• _EXERCISE DETAILS_
Among the entries below, count the lines holding the string "view". Respond with the number alone.

Stored data:
※

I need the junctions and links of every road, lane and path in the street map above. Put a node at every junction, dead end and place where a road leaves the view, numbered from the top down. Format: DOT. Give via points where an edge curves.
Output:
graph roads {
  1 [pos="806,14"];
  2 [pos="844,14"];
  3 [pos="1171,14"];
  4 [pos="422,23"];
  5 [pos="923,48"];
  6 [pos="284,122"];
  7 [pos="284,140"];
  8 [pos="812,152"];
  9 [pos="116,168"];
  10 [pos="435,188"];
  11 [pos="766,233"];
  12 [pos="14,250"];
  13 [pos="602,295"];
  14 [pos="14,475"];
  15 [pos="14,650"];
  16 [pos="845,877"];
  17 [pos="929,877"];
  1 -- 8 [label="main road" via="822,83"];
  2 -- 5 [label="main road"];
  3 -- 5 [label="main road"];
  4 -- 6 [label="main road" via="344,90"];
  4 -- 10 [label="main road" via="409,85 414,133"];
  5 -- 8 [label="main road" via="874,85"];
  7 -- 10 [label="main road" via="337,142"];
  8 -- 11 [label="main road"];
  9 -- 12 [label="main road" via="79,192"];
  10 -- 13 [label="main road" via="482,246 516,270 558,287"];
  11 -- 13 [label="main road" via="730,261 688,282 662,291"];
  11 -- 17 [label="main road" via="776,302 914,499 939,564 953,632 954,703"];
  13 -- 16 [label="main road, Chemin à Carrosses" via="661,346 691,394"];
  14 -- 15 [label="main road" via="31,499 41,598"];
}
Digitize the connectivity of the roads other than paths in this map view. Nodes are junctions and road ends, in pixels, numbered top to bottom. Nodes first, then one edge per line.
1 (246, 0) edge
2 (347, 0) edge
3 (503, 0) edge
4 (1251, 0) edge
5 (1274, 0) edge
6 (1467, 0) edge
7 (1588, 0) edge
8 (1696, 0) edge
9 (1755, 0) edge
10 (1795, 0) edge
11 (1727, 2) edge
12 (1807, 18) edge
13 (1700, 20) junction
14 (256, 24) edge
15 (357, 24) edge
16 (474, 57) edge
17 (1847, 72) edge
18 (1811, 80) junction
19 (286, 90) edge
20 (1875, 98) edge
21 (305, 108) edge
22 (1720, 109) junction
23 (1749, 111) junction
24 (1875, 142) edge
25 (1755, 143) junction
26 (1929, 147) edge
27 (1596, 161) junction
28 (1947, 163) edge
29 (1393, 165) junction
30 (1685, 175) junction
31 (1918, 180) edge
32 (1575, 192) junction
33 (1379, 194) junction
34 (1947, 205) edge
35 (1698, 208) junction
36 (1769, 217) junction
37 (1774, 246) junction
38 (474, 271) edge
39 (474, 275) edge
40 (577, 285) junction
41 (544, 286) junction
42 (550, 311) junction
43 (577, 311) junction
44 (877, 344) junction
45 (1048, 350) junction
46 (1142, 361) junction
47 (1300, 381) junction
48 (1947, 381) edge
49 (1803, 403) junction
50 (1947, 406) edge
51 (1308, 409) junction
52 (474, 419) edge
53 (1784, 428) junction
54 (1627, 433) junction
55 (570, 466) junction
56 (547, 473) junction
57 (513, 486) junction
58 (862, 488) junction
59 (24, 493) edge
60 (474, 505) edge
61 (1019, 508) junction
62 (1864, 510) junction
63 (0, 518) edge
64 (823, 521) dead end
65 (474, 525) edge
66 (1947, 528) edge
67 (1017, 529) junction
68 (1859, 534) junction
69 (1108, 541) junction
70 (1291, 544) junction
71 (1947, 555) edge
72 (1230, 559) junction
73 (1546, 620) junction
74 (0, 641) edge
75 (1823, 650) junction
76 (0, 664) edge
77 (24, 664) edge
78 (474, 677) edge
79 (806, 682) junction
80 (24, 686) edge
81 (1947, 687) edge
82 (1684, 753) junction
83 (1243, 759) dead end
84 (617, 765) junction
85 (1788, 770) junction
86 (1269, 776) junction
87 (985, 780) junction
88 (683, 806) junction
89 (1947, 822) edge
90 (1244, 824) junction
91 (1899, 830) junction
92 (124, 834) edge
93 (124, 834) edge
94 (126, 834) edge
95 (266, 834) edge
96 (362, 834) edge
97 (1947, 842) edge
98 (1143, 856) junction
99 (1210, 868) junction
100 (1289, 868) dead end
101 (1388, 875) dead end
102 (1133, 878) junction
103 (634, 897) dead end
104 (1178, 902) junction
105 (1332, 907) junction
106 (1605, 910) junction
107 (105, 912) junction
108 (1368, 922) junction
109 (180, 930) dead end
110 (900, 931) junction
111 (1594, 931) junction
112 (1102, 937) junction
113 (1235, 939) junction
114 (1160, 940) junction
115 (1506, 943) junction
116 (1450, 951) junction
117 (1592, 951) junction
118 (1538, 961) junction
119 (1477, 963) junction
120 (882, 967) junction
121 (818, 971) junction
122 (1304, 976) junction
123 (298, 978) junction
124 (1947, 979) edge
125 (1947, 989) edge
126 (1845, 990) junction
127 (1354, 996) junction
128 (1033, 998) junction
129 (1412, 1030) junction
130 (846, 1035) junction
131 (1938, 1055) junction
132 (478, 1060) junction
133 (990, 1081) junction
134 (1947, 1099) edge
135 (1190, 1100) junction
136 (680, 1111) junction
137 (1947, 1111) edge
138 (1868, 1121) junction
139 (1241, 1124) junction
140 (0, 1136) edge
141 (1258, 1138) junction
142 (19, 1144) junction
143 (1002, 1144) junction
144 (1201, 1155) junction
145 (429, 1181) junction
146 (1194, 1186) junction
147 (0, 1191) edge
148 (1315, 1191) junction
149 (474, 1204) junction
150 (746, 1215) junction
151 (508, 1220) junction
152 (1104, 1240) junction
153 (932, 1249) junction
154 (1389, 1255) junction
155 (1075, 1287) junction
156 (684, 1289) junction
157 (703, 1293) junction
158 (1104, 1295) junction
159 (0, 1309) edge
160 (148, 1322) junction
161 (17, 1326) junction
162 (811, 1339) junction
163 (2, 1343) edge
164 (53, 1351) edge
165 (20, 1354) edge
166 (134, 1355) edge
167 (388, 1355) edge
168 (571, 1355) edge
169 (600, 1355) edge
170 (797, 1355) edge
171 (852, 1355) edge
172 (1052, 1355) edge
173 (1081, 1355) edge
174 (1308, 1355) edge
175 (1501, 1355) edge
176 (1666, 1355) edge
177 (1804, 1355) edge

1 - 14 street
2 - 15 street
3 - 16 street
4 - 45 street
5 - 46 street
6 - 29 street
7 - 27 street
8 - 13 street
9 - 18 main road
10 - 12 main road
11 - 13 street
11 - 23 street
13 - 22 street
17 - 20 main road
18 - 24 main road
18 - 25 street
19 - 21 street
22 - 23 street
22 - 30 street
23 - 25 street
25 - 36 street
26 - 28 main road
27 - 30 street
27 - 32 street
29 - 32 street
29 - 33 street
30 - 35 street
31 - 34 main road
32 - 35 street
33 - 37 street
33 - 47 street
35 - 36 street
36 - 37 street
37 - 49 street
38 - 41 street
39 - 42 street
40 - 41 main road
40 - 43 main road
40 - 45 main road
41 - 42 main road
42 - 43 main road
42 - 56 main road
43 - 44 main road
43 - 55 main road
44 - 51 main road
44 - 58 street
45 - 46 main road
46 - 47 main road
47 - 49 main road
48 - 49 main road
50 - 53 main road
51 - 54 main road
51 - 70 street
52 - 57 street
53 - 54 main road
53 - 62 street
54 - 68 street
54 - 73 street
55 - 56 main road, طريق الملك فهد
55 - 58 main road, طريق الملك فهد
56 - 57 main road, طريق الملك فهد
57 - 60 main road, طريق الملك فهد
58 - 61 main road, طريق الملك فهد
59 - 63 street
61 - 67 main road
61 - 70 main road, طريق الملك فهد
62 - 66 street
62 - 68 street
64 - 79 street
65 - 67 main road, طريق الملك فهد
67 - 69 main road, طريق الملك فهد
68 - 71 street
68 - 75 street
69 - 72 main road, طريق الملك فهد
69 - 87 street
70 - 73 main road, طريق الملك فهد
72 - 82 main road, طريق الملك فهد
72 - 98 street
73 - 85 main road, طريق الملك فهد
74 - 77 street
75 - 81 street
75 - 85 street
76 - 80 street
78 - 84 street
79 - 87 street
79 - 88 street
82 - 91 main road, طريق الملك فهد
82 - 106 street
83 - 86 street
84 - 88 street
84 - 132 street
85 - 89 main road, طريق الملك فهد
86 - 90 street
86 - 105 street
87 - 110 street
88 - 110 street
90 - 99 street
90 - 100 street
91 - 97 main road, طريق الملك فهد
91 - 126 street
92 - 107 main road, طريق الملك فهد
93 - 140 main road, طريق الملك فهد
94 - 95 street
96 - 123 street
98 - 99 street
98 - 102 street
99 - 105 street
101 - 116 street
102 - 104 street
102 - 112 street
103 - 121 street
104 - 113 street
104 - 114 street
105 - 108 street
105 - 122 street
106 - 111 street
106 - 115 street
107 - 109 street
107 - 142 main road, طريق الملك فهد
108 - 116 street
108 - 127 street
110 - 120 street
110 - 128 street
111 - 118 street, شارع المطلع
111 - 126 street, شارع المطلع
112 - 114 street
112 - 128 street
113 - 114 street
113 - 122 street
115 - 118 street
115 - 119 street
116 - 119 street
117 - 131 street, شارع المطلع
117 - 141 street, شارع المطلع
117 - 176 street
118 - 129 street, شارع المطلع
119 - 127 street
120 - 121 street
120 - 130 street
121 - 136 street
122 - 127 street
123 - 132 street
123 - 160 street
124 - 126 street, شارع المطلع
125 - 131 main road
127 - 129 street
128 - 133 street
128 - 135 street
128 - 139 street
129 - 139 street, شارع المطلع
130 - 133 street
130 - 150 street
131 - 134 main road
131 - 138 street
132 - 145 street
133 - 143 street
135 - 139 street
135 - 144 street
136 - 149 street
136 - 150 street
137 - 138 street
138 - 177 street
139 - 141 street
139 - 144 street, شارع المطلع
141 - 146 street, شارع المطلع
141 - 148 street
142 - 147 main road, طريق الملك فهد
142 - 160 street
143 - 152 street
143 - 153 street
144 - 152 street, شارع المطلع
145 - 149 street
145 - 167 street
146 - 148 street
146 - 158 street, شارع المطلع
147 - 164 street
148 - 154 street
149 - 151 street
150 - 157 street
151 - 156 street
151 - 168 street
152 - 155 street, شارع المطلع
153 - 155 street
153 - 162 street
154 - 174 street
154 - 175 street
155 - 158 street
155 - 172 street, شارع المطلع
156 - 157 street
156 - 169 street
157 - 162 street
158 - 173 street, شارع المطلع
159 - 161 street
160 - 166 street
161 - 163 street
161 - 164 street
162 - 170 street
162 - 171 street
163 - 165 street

※

• _EXERCISE ANSWER_
2